Boost logo

Boost :

From: Alberto Barbati (abarbati_at_[hidden])
Date: 2002-11-05 16:22:47


Vladimir Prus wrote:

> Nothing. AFAIK it was used in XML parser draft but nowhere else. I did
> not have time/inclination to submit it. So, if you want to pick it up/
> write your own, then go ahead! Of course, I'll try to provide some
> feedback.

Thanks for you support!

> I suspect you know more about Unicode than I. What's the difference
> between utf-32 and ucs-4? Between utf-16 and ucs-2?

ucs-2 and ucs-4 are defined by ISO/IEC 10646, while utf-16 and utf-32
are defined by Unicode. There is ongoing effort to harmonize the two
standards, for example there is now a formal agreement to keep the same
code values. However, there are little semantic differences. The most
important one is that ucs-2 is a strict 16 bit encoding of the BMP
(basic multilingual plane, that is all characters with code point in the
range 0000-FFFF), while utf-16 encodes, through surrogate pairs, all
Unicode characters.

> 1. What is desirable is "universal" unicode->wchar_t facet, that
> would use some magic to detect encoding of input stream. Do
> you have any idea how we can achieve this?

It can be done, as long as the external stream begins with a BOM
(U+FEFF). In that case, the first 4 bytes of the stream univocally
determine the external encoding. If the external stream has no BOM, the
encoding can be determined only heuristically...

> 2. If whar_t is 32 bits wide, then to use "* -> utf-16" facet one would
> need to use streams with custom character type, right? This feels bad
> to me -- either we should use different stream types depending on
> compiler, of have one 32-bit typedef -- and use all stream types
> with that typedef for char. Personally, I will not care about
> portability
> and use "whar_t" anywhere.

I do care about portability and would like to avoid mentioning wchar_t
explicitly. Templates make this possible. The application is free to use
wchar_t as it pleases, provided it has the required number of bits.

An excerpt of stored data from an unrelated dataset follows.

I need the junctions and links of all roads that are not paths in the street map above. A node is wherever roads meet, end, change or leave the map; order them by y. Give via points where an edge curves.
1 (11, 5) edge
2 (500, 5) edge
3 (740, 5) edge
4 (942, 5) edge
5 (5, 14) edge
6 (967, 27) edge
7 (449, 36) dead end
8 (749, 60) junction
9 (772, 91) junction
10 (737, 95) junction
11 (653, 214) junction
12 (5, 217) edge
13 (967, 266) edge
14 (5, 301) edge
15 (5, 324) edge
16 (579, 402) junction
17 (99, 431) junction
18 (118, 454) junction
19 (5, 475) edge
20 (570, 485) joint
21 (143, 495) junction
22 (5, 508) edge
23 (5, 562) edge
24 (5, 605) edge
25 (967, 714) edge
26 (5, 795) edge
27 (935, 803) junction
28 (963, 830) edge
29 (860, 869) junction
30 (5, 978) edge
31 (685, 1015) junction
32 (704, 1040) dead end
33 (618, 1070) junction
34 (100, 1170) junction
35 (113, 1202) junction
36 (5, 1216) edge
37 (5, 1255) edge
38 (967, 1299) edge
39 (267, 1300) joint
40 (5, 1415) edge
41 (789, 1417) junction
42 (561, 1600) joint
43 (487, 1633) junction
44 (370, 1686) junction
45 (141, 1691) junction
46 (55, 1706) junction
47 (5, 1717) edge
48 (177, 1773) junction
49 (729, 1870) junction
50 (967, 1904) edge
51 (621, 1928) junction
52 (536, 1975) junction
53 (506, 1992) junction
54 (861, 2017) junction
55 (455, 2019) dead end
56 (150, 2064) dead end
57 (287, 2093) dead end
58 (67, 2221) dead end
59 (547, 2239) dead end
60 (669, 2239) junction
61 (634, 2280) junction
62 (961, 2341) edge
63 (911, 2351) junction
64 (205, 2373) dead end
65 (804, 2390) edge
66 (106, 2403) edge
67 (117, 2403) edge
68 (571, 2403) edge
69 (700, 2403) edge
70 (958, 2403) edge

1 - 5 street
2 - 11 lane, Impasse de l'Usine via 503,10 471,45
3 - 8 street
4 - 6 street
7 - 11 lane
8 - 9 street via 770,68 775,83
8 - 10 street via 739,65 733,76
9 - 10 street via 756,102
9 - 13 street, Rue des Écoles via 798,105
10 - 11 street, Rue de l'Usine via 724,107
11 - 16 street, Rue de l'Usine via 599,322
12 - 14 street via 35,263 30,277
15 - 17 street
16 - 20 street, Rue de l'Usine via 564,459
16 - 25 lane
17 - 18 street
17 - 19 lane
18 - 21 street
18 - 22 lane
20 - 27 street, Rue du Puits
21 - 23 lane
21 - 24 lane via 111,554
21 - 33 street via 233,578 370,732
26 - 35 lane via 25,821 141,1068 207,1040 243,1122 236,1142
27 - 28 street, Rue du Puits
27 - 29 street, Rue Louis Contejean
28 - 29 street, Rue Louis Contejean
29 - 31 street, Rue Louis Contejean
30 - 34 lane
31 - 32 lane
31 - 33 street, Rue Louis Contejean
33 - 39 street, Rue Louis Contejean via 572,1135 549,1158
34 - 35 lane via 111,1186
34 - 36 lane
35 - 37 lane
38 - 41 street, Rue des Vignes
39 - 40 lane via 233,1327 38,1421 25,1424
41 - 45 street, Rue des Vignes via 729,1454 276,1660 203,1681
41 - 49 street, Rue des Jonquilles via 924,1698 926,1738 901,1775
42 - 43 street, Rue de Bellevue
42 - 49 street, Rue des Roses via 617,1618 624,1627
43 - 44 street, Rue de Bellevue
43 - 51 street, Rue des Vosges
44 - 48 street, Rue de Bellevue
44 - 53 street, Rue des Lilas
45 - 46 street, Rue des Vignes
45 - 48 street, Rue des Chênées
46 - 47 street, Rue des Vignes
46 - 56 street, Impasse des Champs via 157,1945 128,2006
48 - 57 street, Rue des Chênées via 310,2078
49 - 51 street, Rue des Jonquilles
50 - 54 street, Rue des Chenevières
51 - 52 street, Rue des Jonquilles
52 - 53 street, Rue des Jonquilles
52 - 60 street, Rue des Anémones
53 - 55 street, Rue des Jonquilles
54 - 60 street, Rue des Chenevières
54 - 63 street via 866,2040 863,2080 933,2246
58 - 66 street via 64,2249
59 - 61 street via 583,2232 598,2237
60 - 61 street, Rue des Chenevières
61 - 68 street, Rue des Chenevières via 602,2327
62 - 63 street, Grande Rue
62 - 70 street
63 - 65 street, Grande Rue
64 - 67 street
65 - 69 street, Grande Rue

If wchar_t is 32 bits wide and you want to use a conversion to utf-16
you don't need to define streams with a custom character type as in this
case a wchar_t is perfectly capable of containing a utf-16 code unit.
The internal type need not have *exactly* the required number of bytes,
it just need to have *at least* that amount.

The problem is indeed the opposite: when your platform has wchar_t of 16
bits and you want utf-32... In this case you need to define streams over
a custom character type, for example boost::uint_least32_t. I don't know
on which platform do you work on, but on the ones that I usually work
on, this is the most common case. That's why I don't want to mention
wchar_t explicitly.

> Sorry for asking such question, but you're the best person to answer them.
> Does any application use utf-16 and surrogates? Won't 32-bits values be
> much more easy to handle?

According to this document
http://www.unicode.org/iuc/iuc18/papers/a8.ppt all new Microsoft product
uses surrogates. I guess there are a lot more and that there will be
plenty as soon as the concept gets more widely accepted by the
community. Having libraries that supports such concept is a step in that
direction. Remember that utf-32 is a real waste of memory and there are
platforms (for example embedded platforms and cellular phones) that may
not afford such waste. Of course, in absence of specific constraints, I
agree that using utf-32 is a better option.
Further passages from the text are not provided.